**Exercise description**
Read through the listing, and wherever a line holds the word "column", return it.

**Data section**
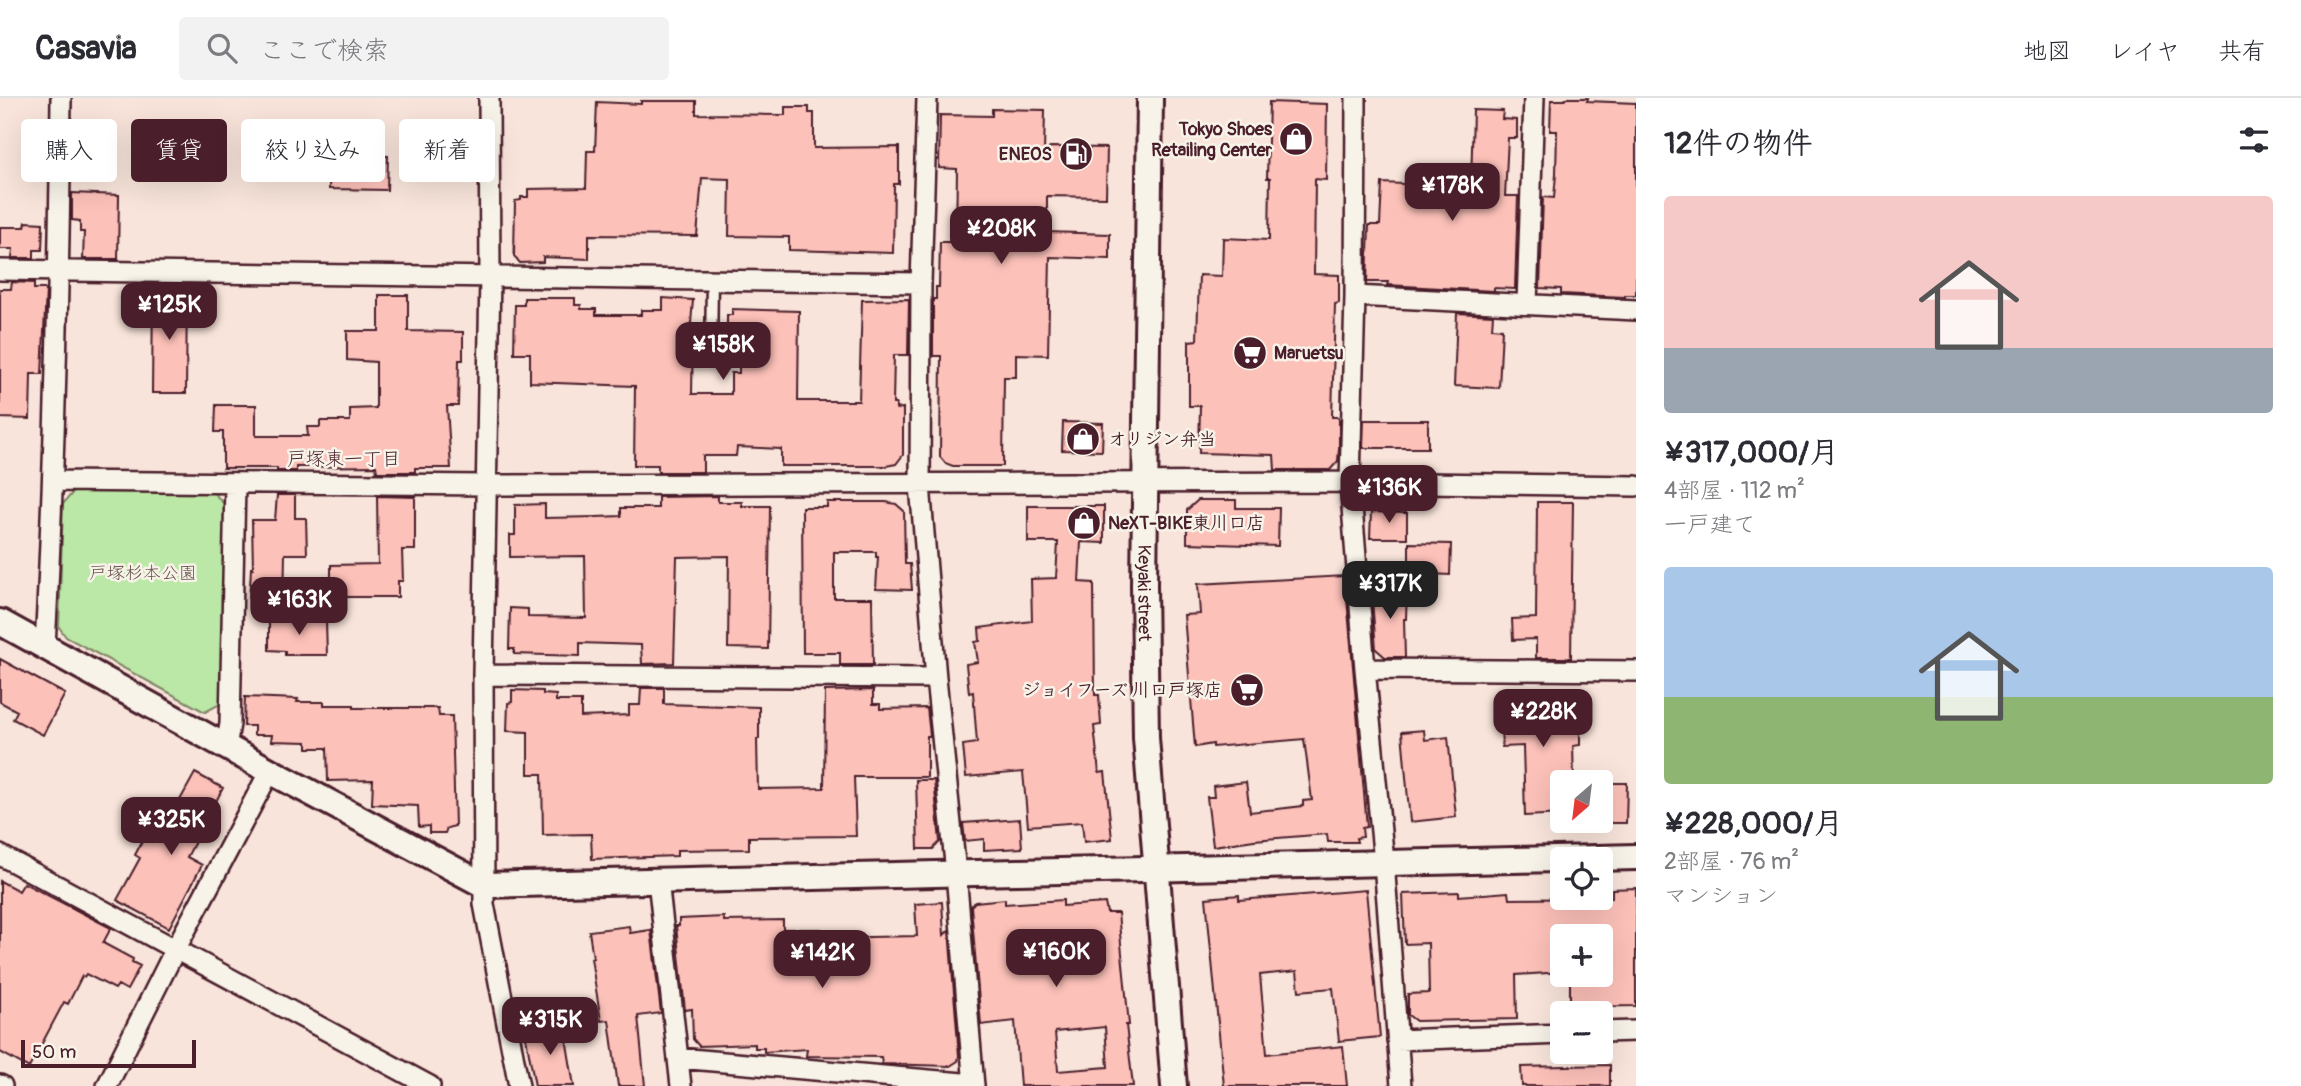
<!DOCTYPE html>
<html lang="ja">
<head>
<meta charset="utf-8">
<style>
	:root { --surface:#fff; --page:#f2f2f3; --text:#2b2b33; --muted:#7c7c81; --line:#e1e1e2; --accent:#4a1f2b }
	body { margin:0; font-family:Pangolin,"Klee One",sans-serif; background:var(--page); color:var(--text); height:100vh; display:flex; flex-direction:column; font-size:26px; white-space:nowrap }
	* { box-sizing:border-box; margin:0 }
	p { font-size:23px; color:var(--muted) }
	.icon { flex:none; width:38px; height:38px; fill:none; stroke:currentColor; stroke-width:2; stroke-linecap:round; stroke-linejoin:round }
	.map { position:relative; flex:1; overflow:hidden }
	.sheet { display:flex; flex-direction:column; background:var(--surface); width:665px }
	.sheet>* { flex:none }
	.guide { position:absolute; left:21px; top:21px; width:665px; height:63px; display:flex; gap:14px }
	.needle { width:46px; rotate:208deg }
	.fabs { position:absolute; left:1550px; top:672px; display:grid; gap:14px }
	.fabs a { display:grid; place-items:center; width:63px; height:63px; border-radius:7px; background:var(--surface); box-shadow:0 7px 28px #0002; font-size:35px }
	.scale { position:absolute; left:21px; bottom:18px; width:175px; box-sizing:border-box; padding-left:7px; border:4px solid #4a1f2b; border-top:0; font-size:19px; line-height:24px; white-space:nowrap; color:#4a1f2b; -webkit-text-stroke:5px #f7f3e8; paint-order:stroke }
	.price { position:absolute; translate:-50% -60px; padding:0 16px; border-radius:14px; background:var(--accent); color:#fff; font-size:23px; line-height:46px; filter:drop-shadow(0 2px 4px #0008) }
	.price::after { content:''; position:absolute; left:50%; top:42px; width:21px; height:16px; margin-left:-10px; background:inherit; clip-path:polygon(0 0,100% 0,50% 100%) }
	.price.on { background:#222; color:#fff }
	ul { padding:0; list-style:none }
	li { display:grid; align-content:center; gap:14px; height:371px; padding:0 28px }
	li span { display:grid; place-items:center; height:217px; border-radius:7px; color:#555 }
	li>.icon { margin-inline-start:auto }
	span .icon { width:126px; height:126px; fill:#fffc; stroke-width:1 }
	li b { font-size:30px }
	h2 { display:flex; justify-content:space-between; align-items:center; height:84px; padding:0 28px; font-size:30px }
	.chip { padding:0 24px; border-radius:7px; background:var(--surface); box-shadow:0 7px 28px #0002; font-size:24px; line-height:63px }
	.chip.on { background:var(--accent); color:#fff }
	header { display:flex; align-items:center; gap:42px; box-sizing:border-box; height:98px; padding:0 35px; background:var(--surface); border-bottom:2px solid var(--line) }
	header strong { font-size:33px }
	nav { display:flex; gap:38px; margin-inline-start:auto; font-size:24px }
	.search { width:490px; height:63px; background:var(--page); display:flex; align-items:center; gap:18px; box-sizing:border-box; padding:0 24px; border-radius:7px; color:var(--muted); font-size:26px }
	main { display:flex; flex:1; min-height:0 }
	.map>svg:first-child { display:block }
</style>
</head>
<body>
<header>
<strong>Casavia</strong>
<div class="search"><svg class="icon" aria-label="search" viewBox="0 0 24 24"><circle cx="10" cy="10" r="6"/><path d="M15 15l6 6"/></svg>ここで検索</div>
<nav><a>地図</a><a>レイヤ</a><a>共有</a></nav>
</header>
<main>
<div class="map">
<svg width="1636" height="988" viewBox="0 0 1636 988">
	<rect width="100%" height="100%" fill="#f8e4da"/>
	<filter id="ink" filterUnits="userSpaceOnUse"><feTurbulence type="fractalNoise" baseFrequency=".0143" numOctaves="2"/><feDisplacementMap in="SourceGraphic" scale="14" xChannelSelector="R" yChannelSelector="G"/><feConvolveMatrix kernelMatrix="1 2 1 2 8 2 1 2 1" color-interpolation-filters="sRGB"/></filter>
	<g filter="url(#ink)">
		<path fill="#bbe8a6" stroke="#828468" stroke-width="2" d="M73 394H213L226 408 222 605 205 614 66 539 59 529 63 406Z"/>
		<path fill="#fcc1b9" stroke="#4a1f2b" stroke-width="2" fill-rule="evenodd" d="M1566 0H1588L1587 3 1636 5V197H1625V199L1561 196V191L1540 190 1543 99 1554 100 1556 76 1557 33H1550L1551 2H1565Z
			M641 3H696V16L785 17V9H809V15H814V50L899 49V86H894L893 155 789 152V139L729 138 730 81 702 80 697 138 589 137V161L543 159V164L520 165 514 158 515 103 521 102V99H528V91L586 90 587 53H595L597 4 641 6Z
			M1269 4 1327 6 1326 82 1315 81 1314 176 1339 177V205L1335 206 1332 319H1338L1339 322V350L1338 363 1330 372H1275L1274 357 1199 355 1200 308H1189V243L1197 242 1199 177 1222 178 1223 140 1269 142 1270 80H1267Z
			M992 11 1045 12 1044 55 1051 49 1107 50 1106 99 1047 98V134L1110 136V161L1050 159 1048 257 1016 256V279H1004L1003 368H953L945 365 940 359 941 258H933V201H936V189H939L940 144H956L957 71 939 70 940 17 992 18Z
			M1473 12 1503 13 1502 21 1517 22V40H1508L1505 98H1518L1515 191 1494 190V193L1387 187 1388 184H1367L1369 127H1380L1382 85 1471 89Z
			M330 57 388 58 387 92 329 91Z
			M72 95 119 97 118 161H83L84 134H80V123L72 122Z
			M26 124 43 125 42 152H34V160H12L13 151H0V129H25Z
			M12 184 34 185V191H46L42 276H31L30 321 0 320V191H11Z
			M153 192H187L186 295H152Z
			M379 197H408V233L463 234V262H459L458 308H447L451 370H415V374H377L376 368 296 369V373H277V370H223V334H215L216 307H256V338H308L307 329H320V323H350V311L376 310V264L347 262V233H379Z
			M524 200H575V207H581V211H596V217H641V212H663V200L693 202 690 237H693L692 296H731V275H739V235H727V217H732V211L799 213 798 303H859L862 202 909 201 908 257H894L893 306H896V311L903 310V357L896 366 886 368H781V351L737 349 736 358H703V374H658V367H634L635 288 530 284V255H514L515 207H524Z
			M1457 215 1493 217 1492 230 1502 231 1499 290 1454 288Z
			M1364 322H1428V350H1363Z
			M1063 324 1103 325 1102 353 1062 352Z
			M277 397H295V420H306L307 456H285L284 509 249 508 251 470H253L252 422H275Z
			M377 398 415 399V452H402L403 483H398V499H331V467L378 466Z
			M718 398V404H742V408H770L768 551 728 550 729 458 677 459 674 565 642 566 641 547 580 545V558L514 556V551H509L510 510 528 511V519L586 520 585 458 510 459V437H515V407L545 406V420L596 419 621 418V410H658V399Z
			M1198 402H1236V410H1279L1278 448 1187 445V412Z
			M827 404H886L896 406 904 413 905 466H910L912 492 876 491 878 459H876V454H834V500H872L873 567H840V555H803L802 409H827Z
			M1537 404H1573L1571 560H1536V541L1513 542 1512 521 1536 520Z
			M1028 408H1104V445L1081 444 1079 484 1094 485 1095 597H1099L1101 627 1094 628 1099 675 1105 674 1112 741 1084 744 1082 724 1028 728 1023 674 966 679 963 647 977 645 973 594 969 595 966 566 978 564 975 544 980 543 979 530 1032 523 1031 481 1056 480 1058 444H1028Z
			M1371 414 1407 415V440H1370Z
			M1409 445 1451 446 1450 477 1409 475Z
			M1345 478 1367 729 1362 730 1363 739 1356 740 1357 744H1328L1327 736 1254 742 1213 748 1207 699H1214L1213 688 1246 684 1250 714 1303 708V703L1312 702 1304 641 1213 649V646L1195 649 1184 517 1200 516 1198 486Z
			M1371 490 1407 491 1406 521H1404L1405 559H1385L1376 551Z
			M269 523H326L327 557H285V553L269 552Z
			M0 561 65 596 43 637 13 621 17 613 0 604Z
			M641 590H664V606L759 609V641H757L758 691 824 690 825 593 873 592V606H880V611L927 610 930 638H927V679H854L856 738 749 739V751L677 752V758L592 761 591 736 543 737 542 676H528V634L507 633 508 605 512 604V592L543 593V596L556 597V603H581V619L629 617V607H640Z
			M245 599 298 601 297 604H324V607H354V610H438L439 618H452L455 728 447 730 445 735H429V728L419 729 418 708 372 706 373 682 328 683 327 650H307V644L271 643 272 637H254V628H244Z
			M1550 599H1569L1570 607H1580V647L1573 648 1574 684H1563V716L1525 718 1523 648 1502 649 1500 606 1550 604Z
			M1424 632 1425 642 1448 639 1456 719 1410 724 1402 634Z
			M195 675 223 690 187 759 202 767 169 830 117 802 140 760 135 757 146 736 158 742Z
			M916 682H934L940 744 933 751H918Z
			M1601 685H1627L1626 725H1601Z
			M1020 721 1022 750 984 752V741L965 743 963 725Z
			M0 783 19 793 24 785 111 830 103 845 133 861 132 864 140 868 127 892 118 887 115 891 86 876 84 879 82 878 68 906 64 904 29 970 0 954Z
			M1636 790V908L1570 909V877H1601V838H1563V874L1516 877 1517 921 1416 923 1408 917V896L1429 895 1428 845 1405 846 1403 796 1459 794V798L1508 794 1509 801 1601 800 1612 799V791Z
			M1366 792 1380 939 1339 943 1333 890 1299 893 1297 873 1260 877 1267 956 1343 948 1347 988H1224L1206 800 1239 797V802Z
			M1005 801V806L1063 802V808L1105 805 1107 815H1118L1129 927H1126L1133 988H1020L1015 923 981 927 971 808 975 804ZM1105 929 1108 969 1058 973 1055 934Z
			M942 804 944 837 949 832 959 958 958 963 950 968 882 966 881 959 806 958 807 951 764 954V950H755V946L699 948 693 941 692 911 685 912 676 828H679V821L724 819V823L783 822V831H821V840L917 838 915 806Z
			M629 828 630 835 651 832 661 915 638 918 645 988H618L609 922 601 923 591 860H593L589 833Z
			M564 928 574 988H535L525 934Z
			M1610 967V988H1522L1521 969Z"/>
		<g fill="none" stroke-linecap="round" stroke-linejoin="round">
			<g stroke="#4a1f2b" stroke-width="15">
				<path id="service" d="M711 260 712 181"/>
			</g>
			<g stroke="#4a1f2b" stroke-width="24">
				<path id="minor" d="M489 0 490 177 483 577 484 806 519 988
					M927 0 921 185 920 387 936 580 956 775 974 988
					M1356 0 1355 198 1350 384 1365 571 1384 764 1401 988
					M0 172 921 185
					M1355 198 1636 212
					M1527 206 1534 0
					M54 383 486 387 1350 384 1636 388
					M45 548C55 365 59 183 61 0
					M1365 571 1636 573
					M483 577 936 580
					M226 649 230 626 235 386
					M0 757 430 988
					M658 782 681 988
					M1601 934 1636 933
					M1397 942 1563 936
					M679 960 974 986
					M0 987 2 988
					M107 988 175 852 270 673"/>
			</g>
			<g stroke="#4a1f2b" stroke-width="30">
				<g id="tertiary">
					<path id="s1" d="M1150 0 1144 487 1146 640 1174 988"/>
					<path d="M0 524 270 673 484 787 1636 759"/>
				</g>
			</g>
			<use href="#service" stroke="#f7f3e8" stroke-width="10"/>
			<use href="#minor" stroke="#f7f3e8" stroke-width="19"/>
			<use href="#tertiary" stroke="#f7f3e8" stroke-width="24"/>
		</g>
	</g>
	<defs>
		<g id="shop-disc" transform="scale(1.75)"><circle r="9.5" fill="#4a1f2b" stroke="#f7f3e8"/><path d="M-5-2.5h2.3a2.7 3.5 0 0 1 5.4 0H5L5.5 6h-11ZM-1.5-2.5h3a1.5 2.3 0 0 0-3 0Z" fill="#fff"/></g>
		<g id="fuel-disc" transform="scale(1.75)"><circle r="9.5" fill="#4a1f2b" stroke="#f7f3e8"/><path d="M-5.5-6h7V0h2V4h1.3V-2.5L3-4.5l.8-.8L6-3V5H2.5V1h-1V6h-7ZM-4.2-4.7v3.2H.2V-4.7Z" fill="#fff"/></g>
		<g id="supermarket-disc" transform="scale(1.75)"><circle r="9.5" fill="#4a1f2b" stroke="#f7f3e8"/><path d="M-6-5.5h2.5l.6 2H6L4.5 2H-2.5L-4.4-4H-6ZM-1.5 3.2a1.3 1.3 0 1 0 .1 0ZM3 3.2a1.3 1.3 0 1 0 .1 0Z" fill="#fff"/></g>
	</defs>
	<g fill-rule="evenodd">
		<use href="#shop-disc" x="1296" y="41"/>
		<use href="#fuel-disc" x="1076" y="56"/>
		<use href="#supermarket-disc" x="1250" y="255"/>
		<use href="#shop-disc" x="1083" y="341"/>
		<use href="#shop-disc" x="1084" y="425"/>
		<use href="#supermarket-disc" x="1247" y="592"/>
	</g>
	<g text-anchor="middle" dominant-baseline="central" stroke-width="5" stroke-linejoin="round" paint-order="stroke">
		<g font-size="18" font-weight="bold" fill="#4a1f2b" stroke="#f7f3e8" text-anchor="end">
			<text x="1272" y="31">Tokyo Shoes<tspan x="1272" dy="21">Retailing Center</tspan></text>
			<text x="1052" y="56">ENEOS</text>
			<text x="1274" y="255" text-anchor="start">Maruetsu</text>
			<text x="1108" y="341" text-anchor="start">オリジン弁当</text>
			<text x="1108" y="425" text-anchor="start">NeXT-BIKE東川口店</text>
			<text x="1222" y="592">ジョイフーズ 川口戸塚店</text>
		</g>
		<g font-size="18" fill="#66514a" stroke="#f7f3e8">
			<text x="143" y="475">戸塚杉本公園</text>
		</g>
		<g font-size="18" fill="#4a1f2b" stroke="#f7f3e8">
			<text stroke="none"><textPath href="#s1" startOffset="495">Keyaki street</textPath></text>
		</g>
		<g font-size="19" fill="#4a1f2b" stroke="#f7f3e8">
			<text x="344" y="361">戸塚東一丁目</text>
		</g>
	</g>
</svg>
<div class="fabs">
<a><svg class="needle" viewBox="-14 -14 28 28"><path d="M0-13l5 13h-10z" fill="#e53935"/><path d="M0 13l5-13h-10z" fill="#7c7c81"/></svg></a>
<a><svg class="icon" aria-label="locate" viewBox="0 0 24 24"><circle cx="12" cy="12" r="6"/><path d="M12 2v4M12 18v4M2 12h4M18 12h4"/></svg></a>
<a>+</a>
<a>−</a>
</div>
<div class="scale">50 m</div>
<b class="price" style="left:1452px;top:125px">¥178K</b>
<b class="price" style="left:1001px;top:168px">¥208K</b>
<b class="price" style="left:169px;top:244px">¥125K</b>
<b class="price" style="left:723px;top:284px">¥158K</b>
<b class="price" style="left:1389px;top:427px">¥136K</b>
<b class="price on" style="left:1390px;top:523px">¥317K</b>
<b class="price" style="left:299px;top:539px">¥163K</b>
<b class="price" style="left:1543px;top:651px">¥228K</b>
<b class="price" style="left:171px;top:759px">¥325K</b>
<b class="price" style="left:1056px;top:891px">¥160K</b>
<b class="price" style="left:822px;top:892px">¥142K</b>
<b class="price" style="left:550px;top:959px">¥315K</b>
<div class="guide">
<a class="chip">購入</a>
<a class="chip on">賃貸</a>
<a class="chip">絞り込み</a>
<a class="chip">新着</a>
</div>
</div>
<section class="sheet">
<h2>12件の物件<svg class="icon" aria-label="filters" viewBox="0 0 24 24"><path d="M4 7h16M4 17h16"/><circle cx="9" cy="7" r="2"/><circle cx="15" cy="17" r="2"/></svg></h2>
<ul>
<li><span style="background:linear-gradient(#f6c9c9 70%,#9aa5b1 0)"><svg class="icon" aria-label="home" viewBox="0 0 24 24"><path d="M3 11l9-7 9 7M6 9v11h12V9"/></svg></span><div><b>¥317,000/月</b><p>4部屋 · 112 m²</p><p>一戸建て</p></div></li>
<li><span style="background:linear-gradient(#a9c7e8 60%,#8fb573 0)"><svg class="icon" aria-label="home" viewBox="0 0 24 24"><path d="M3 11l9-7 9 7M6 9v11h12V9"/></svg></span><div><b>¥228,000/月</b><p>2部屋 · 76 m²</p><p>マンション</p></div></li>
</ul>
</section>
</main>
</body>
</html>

**Response to the exercise**
	body { margin:0; font-family:Pangolin,"Klee One",sans-serif; background:var(--page); color:var(--text); height:100vh; display:flex; flex-direction:column; font-size:26px; white-space:nowrap }
	.sheet { display:flex; flex-direction:column; background:var(--surface); width:665px }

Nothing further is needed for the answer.